[Data excerpts]
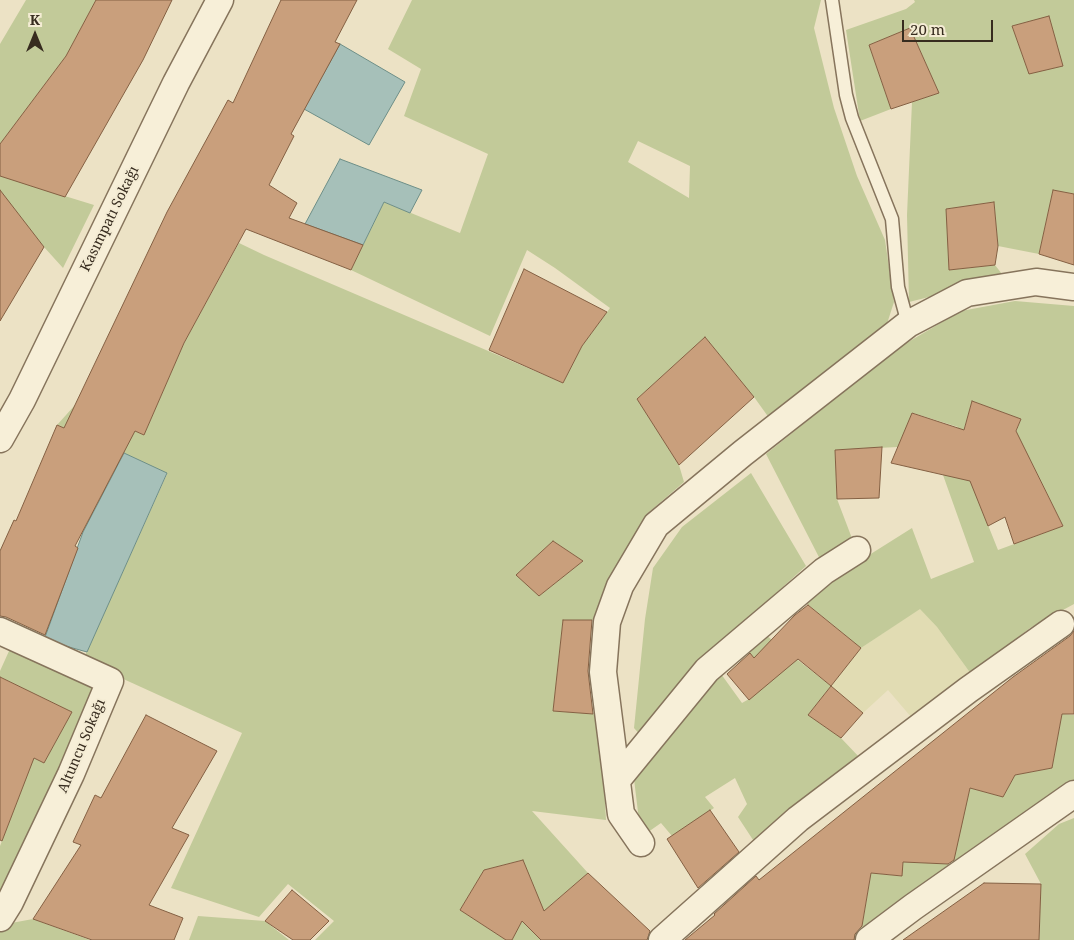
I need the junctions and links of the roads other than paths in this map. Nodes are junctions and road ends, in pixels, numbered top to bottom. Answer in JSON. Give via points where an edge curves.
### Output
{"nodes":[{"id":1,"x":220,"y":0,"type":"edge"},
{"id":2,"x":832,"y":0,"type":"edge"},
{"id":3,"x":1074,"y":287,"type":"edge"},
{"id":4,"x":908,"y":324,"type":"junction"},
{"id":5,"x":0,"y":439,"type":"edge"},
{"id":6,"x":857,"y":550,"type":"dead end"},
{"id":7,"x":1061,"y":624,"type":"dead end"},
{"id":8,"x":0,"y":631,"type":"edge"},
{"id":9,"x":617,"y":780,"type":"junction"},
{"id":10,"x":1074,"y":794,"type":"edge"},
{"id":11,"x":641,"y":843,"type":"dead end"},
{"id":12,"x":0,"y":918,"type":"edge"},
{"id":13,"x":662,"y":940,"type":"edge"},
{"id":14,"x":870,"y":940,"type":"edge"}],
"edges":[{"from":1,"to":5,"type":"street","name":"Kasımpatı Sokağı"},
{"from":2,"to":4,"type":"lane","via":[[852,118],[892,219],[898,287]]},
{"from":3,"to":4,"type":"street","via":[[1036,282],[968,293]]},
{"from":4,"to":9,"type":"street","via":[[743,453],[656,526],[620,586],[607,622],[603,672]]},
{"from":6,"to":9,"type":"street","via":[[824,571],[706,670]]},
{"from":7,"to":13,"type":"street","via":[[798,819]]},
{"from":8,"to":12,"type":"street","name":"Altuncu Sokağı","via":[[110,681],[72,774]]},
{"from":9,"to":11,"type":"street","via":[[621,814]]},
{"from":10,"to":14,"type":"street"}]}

==

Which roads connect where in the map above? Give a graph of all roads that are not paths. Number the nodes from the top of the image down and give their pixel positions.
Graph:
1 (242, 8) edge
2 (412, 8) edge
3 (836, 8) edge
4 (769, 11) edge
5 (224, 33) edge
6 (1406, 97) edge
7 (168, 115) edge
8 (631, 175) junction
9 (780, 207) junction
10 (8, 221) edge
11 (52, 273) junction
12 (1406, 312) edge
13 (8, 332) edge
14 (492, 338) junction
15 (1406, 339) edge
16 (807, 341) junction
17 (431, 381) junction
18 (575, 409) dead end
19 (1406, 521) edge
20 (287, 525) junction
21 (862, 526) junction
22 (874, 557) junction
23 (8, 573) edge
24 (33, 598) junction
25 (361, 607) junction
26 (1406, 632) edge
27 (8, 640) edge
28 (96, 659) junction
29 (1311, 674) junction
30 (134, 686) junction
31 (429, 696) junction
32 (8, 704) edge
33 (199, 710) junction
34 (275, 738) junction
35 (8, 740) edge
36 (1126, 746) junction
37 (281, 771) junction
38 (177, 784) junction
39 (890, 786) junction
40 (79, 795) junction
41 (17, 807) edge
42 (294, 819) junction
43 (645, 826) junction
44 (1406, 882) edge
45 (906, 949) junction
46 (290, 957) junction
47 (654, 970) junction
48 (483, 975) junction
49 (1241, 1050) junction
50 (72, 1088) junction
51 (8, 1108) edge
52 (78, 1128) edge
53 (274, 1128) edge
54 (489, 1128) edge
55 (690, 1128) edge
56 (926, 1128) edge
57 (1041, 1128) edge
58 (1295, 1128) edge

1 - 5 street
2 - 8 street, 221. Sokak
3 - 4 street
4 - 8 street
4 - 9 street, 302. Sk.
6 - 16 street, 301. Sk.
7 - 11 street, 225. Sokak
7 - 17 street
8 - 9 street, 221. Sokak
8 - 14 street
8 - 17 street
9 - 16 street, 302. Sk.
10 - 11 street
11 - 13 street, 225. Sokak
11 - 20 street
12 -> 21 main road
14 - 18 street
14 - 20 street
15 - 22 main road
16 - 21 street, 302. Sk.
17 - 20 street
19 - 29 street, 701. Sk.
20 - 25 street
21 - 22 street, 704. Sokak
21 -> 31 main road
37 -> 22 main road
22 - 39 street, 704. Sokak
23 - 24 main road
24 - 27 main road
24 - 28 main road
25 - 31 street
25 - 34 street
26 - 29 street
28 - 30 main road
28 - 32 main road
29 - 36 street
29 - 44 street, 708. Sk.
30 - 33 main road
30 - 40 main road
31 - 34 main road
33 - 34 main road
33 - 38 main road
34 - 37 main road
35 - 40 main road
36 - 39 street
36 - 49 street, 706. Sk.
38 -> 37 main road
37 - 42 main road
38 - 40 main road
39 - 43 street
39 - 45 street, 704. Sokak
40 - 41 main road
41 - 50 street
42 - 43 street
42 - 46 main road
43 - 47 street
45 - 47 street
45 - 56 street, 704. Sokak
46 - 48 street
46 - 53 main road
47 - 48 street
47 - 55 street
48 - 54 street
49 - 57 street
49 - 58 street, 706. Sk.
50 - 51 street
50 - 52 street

### [YOUR GOAL]
Using the records above, count every line that includes the word "paths", and state the number only.

### [EXERCISE SOLUTION]
2